Cuando ocurre uno de esos goles sensacionales y las cámaras de las televisoras enfocan a un conjunto de ancianos gordos y de traje en el público, nos están diciendo “vean, estos son los amos de todo el ruedo, los realmente ganadores y talentosos”. Lo demás lo ponen las revistas estilo ¡Hola!, con el cotilleo cotidiano de los seudo periodistas que se desviven por la última foto de los abdominales de Cristiano, un seno de su mujer o una selfie de Messi en el baño de su casa.
Pareciera que a los cubanos, que hemos sido una potencia deportiva, se nos vende no ya la tradición del fútbol (lo cual es válido), sino un mercado otro que viene a salvarnos de quedar huérfanos, desfasados, tontos. La televisión internacional está llamada a inundarnos, con sus planos espectaculares sobre el consumo desaforado de los públicos, los anuncios de marcas multimillonarias, la fiesta donde no parece haber nada serio, nada feo, ni siquiera preocupaciones.

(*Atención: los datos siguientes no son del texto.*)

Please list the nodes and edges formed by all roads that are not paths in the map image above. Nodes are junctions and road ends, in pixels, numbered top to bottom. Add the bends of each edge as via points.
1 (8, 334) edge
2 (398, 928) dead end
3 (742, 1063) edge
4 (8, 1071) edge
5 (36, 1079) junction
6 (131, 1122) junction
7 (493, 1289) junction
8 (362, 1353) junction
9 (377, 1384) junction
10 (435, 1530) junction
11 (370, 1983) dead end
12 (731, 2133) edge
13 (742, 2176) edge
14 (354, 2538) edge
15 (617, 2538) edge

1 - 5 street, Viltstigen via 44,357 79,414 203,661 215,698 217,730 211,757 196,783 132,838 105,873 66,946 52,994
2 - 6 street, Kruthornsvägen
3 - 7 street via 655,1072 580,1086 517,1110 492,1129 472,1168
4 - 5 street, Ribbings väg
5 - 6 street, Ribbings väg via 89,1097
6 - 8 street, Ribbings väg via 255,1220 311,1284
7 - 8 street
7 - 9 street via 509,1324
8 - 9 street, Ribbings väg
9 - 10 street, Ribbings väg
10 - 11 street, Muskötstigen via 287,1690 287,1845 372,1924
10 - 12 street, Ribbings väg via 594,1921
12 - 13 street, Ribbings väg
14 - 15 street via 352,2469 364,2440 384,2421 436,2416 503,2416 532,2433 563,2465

Hace unos días chateaba vía Facebook con una amiga del Perú, quien me narró cómo los medios de su país, papagayos repetidores, acallaron las protestas callejeras contra el gobierno y sus medidas impopulares a través del uso disuasivo del Mundial de Fútbol. Hasta el indulto a Fujimori pasó por alto para esos periodistas, más encarados con lo banal que con lo carnal. “Es que existen madres peruanas pobres, que venden a sus hijos adolescentes a los dueños del fútbol”, dice mi amiga.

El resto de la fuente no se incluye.